• **What to produce**
Please filter the entries for the word "list" and copy every line that has it.

• **Extracted material**

-- Opening Marker --

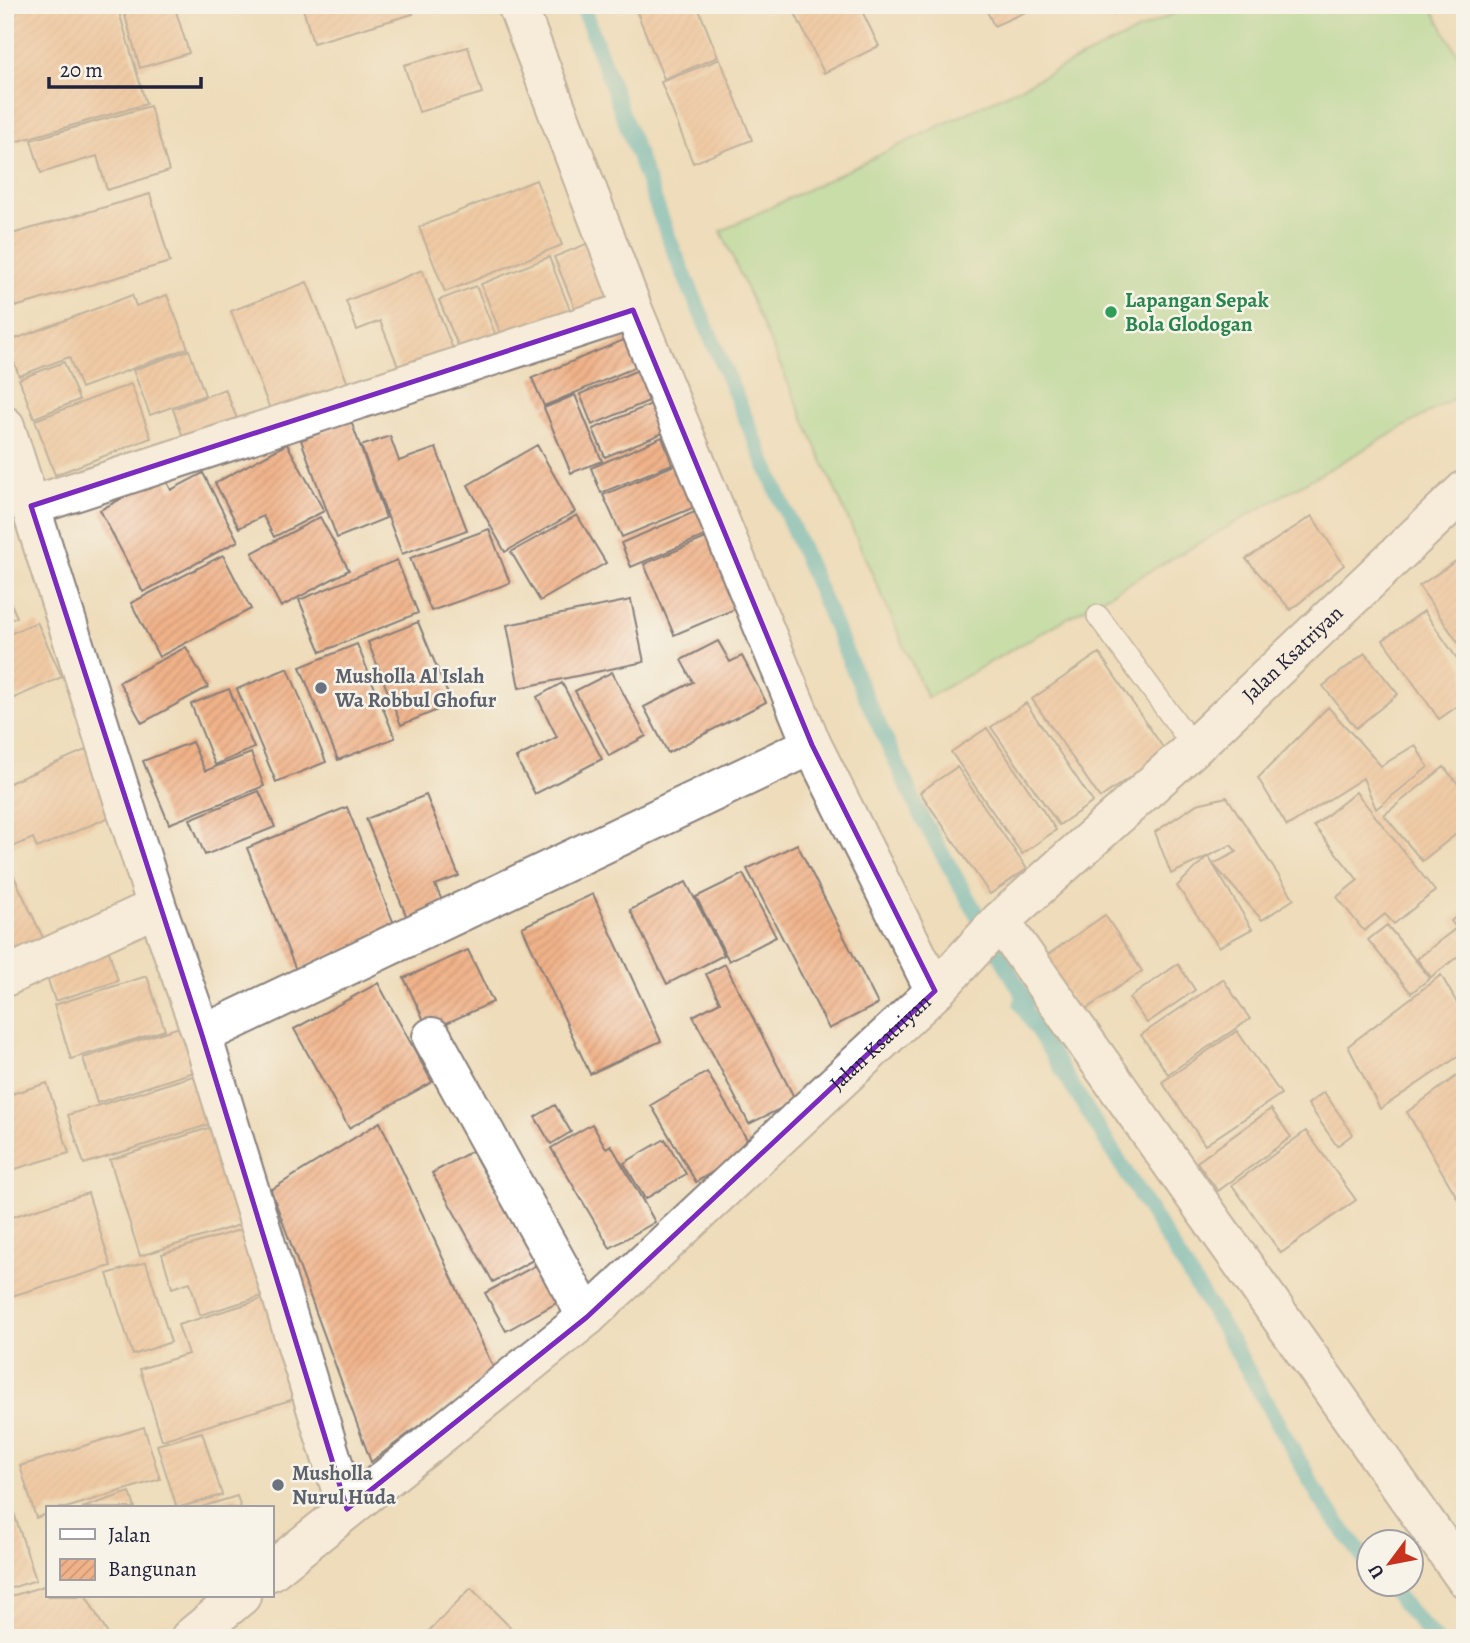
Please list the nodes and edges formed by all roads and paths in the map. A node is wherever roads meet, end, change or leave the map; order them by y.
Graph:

-- Closing Marker --
-- Opening Marker --

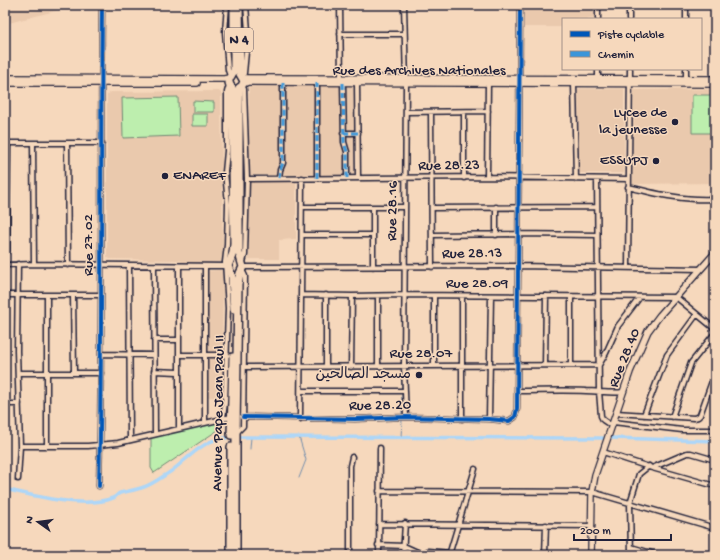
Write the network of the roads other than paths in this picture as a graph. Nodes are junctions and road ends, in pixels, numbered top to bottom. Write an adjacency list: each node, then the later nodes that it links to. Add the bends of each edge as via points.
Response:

-- Closing Marker --
-- Opening Marker --

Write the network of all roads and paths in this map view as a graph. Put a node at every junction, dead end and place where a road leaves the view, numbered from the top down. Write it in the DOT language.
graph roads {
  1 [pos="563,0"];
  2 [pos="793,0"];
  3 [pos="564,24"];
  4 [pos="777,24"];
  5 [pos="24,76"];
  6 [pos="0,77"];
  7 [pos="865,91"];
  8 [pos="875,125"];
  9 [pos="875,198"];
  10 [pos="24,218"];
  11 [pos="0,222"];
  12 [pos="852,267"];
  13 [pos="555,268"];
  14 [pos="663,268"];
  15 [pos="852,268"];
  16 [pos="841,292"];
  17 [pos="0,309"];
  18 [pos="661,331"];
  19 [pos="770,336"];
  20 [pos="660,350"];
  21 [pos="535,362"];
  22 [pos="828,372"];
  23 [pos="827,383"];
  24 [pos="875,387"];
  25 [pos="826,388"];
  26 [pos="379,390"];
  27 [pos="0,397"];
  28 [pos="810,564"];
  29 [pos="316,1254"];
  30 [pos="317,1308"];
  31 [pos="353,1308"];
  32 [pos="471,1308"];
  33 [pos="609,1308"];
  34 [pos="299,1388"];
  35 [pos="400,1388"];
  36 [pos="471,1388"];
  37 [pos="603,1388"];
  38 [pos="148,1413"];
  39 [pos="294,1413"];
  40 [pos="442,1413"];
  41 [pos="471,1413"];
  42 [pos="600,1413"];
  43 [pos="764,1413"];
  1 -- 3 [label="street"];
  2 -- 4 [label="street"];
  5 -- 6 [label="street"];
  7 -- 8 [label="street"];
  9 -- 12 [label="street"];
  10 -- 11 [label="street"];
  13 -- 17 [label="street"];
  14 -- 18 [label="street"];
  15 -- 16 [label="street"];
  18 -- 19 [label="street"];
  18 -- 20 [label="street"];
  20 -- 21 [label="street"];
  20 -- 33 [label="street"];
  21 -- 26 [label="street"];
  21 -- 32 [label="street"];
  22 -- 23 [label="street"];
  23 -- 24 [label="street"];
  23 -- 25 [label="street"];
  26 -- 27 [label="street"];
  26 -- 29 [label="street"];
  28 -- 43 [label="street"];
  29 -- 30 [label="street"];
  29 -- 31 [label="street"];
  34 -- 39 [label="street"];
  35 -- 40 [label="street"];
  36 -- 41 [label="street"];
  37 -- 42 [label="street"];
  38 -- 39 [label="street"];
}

-- Closing Marker --

• **Written response**
Please list the nodes and edges formed by all roads and paths in the map. A node is wherever roads meet, end, change or leave the map; order them by y.
Write the network of the roads other than paths in this picture as a graph. Nodes are junctions and road ends, in pixels, numbered top to bottom. Write an adjacency list: each node, then the later nodes that it links to. Add the bends of each edge as via points.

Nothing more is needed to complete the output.